Tusk i Sługocki [FELIETON]
Nic więc dziwnego, że Donald Tusk zwołał w Warszawie wiec, w którym, jak pisze „Gazeta Wyborcza”, wzięło udział 100 tysięcy osób, co oznacza realnie jakieś 50 tys. Ale to i tak bardzo dużo! Tusk najpierw zadzwonił do liderów innych sił opozycyjnych, a potem zaprosił na scenę Leszka Millera - premiera, który podpisał Akt Akcesyjny i Leszka Moczulskiego, który przez lata zwalczał Millera, ale w sprawie UE ma to samo zdanie, zaprosił Władysława Kosiniaka-Kamysza, zaprosił Włodzimierza Czarzastego, którego organicznie nie cierpi i wiele różnych osób, z którymi pewnie się nie zgadza, ale na ten moment uznał, że ważniejsza jest walka o utrzymanie Polski w UE niż osobiste animozje.

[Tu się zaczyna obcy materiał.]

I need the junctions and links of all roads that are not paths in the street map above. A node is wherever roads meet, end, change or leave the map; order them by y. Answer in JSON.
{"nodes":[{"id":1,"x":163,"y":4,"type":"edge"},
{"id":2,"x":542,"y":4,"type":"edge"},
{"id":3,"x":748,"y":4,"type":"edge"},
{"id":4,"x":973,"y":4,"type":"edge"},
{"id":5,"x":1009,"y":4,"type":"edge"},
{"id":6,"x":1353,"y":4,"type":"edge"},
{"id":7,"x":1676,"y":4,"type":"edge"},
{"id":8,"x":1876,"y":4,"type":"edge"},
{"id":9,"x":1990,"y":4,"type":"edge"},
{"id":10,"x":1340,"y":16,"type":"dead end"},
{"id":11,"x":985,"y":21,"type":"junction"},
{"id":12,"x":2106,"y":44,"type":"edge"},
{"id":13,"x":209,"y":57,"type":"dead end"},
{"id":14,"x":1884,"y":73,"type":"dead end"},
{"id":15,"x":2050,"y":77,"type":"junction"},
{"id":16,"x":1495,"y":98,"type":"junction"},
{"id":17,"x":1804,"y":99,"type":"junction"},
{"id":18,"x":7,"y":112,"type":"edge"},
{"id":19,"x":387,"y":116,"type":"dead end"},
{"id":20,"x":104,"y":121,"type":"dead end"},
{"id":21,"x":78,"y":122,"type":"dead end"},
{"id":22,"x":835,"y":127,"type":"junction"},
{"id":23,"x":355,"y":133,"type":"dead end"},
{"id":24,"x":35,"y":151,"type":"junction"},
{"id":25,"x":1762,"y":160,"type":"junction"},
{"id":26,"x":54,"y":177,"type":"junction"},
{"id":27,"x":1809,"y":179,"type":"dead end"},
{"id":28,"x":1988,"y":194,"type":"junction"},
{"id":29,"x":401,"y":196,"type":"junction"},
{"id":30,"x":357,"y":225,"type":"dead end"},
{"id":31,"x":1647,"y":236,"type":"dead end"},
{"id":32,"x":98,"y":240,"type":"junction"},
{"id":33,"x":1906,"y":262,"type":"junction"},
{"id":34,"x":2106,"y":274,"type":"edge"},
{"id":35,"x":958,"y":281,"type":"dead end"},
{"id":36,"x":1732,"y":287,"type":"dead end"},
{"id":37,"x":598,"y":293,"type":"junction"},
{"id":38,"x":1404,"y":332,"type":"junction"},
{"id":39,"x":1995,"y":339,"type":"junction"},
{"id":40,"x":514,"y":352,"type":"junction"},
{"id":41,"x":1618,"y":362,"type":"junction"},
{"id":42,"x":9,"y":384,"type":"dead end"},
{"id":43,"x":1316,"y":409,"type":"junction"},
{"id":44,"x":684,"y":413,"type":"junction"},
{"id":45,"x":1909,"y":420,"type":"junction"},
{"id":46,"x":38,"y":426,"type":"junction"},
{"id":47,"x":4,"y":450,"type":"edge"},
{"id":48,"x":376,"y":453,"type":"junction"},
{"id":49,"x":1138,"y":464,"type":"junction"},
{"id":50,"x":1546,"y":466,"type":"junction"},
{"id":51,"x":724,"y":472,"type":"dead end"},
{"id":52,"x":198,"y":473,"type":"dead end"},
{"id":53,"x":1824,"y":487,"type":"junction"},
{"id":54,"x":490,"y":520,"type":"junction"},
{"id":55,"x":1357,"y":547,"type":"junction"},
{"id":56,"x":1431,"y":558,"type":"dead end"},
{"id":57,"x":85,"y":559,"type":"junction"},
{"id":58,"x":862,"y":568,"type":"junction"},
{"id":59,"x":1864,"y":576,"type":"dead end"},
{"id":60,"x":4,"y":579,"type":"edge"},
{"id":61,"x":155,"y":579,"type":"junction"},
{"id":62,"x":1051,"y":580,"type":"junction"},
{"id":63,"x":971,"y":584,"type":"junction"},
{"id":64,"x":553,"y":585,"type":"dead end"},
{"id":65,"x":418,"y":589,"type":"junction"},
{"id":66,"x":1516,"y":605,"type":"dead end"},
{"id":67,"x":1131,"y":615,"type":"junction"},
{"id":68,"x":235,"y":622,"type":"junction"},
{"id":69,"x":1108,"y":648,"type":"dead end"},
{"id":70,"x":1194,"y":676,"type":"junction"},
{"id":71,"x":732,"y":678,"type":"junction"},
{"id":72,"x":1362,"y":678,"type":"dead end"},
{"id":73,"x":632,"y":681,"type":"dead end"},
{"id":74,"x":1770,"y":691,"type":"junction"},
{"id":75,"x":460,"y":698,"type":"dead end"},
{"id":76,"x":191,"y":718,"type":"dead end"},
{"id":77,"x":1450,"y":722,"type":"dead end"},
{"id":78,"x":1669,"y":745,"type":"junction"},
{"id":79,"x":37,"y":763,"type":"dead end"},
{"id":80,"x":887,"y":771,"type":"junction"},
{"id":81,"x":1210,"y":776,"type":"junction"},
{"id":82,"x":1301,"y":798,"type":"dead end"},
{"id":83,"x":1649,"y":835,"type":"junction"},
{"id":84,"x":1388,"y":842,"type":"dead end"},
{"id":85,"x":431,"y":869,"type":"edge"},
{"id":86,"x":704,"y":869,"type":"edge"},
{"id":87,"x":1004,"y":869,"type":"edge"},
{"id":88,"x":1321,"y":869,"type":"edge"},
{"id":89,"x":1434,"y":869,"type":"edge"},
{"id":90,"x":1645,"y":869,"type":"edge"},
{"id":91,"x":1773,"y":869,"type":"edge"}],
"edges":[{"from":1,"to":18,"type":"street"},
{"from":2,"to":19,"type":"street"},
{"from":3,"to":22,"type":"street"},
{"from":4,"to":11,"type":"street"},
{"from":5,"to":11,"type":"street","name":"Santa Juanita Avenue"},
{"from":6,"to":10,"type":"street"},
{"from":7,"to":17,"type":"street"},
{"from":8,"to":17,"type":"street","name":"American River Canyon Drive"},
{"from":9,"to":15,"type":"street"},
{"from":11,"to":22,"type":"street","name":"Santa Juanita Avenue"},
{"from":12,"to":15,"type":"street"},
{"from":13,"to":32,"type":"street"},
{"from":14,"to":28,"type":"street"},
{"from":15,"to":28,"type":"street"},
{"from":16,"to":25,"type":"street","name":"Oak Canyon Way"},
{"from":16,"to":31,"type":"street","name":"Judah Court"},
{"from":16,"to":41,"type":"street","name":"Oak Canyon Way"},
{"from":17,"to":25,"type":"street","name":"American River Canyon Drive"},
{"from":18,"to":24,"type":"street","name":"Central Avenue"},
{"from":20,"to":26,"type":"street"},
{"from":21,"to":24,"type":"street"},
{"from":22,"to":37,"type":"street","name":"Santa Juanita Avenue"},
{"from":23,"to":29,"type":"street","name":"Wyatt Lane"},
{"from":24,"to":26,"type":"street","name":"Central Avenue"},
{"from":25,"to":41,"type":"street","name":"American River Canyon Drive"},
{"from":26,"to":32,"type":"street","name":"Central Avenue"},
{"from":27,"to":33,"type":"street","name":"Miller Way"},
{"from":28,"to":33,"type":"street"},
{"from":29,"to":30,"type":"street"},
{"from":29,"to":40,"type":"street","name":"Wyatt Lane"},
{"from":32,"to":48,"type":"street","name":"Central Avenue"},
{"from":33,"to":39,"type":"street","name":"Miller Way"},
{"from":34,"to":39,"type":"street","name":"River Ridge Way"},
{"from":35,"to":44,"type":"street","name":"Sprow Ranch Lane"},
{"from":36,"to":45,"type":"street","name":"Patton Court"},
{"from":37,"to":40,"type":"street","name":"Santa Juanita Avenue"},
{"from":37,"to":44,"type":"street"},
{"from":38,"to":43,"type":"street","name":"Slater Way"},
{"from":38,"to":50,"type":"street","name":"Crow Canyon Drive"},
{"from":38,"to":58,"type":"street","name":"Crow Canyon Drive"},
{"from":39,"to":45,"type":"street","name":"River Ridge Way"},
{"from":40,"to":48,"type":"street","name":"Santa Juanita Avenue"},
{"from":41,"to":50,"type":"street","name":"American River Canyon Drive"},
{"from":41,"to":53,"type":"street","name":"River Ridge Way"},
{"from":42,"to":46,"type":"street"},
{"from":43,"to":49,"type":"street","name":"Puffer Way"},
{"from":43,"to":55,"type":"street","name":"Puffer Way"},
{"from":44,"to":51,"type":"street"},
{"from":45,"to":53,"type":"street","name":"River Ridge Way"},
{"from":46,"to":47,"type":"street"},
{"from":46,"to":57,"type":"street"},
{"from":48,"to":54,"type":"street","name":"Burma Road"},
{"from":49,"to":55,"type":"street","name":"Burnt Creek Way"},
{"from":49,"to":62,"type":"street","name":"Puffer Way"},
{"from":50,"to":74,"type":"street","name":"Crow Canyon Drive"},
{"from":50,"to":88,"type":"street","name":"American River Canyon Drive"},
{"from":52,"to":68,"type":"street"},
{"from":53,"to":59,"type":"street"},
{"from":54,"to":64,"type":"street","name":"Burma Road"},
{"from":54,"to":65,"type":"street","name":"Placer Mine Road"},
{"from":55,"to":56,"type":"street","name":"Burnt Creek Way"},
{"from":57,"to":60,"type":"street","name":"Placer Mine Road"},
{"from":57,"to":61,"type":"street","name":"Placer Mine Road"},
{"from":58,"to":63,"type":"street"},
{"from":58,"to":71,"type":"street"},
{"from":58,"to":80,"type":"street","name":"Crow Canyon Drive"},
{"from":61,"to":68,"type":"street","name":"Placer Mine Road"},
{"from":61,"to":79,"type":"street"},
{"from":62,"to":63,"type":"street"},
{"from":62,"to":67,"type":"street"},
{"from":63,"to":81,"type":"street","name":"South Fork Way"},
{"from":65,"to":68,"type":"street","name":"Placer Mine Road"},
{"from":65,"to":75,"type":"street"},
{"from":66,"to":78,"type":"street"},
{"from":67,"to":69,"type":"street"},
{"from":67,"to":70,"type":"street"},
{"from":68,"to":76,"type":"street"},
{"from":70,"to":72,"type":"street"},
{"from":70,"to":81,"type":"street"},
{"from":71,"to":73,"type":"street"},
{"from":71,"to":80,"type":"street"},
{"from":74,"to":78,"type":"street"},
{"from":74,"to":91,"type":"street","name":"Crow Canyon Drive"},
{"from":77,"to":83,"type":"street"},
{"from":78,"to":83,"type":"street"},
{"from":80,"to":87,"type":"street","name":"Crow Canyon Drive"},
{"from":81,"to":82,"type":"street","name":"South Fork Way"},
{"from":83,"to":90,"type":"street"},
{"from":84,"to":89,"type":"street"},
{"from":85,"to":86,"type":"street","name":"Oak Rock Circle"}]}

Tym właśnie Tusk różni się od posła Waldemara Sługockiego i zielonogórskich lemingów. Ci bowiem zwołali zielonogórzan, po czym wiele czasu poświęcili atakom na urzędującego prezydenta miasta, próbując postawić znak równości miedzy nim a PiS, bo tak łatwiej go atakować. Słuchając relacji ze zgromadzenia pod Filharmonią Zielonogórską miałem wrażenie, że radny KO Janusz Rewers i koledzy uznali, że w Zielonej Górze mniej ważne jest bronienie Unii, ważniejsze jest atakowanie prezydenta i jego ekipy.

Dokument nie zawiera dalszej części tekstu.